Un prophète n’est pas celui qui reçoit l’éducation d’un prophète, mais celui qui a la conviction intime de ce qu’il est et doit, et ne peut ne pas être. Cette conviction est rare, et ne peut être, éprouvée que par les sacrifices qu’un homme fait à sa vocation.
De même pour la vraie science et l’art véritable. Un Lulli1 qui, à ses risques et périls, quitte le service de la cuisine pour jouer du violon, par les sacrifices qu’il fait, fait preuve de sa vocation. Mais l’élève d’un conservatoire, un étudiant, dont le seul devoir est d’étudier ce qu’on leur enseigne, ne sont même pas en état de faire preuve de leur vocation: ils profitent simplement d’une position qui leur paraît avantageuse.

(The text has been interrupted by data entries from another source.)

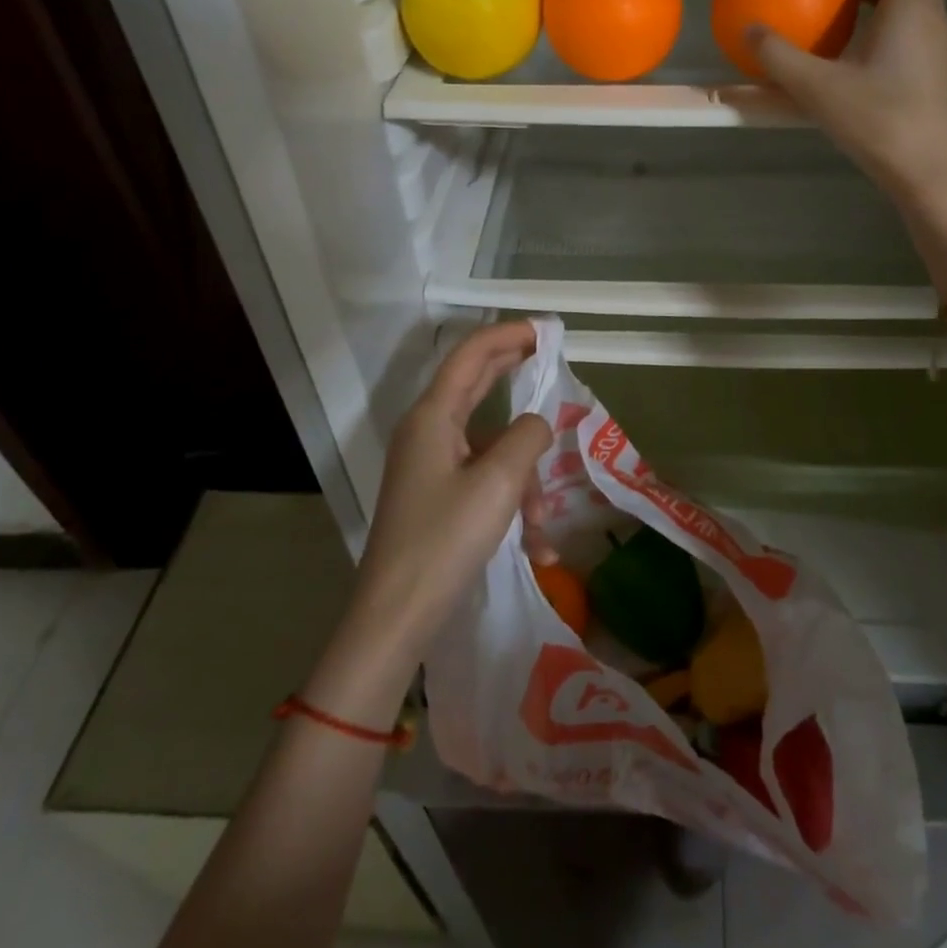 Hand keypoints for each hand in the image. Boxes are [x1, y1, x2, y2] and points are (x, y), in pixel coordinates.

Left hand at [352, 322, 554, 658]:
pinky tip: (535, 546)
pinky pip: (483, 481)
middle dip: (516, 375)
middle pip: (477, 385)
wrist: (395, 617)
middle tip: (551, 361)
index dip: (507, 335)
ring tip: (541, 524)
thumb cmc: (445, 540)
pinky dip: (509, 503)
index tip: (544, 330)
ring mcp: (431, 464)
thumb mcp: (498, 482)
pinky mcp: (437, 495)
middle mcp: (428, 431)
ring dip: (523, 476)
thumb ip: (527, 437)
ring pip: (490, 446)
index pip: (471, 354)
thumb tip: (536, 424)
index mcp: (433, 416)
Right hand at [749, 0, 946, 208]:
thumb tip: (748, 29)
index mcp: (911, 7)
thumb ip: (779, 56)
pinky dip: (890, 23)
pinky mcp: (939, 75)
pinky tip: (860, 53)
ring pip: (917, 4)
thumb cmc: (878, 121)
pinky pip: (916, 31)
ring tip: (847, 6)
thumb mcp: (817, 88)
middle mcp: (934, 19)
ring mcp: (941, 49)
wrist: (930, 172) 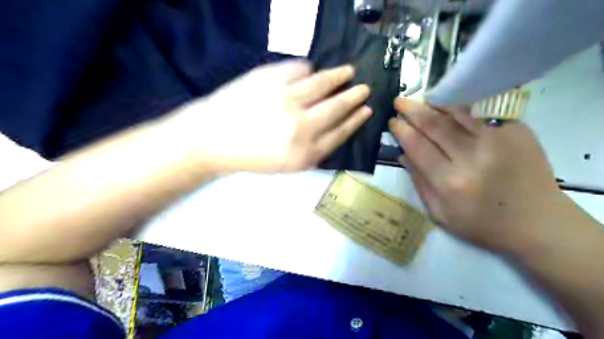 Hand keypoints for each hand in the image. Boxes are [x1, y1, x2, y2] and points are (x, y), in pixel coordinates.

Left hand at [168, 60, 368, 171]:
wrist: (212, 140)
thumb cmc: (251, 157)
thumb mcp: (287, 166)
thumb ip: (314, 150)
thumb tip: (334, 128)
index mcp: (306, 154)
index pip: (341, 133)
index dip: (356, 120)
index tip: (367, 110)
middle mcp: (301, 127)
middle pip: (338, 107)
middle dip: (355, 97)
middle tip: (364, 89)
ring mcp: (287, 100)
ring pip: (323, 83)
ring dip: (340, 76)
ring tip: (348, 72)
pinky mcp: (271, 79)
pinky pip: (299, 68)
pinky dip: (308, 69)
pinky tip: (311, 70)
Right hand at [390, 96, 568, 252]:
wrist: (537, 223)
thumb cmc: (482, 224)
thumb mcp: (440, 213)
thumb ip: (419, 182)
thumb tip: (403, 154)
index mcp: (450, 182)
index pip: (418, 147)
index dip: (402, 131)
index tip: (393, 121)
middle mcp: (472, 157)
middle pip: (435, 125)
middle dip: (412, 111)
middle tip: (398, 101)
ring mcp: (497, 140)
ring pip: (457, 113)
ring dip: (434, 104)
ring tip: (419, 100)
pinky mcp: (516, 131)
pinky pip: (480, 113)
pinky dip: (460, 107)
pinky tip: (447, 105)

Le travail manuel est un devoir et un bonheur pour tous; l’activité intellectuelle est une activité exceptionnelle, qui ne devient un devoir et un bonheur que pour ceux qui ont cette vocation. La vocation ne peut être connue et prouvée que par le sacrifice que fait le savant ou l’artiste de son repos et de son bien-être pour suivre sa vocation. Un homme qui continue à remplir son devoir, celui de soutenir sa vie par le travail de ses mains, et, malgré cela, prend sur les heures de son repos et de son sommeil pour penser et produire dans la sphère intellectuelle, fait preuve de sa vocation. Celui qui se libère du devoir moral de chaque homme, et, sous le prétexte de son goût pour les sciences et les arts, s’arrange une vie de parasite, ne produira jamais que de la fausse science et du faux art.

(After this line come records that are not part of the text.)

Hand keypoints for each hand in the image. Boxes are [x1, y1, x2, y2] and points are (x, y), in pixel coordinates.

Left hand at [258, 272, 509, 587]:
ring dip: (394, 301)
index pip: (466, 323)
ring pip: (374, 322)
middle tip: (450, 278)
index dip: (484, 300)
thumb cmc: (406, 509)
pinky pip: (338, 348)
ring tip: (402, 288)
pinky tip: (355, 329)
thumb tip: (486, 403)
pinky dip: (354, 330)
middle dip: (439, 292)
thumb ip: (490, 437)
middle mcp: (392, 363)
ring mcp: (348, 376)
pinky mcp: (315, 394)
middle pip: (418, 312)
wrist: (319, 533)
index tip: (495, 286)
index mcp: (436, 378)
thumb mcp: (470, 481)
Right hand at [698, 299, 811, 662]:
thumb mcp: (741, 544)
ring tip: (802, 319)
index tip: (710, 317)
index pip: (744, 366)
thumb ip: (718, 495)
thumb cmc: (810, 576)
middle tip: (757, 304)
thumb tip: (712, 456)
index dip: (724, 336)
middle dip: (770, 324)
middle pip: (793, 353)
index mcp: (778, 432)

Les produits de la vraie science et du vrai art sont les produits du sacrifice, mais pas de certains avantages matériels.
Mais que deviennent les sciences et les arts? Que de fois j’ai entendu cette question, faite par des gens qui ne se souciaient ni des sciences, ni des arts, et n’avaient même pas une idée un peu claire de ce que c’était que les sciences et les arts! On dirait que ces gens n’ont rien tant à coeur que le bien de l’humanité qui, d’après leur croyance, ne peut être produit que par le développement de ce qu’ils appellent des sciences et des arts.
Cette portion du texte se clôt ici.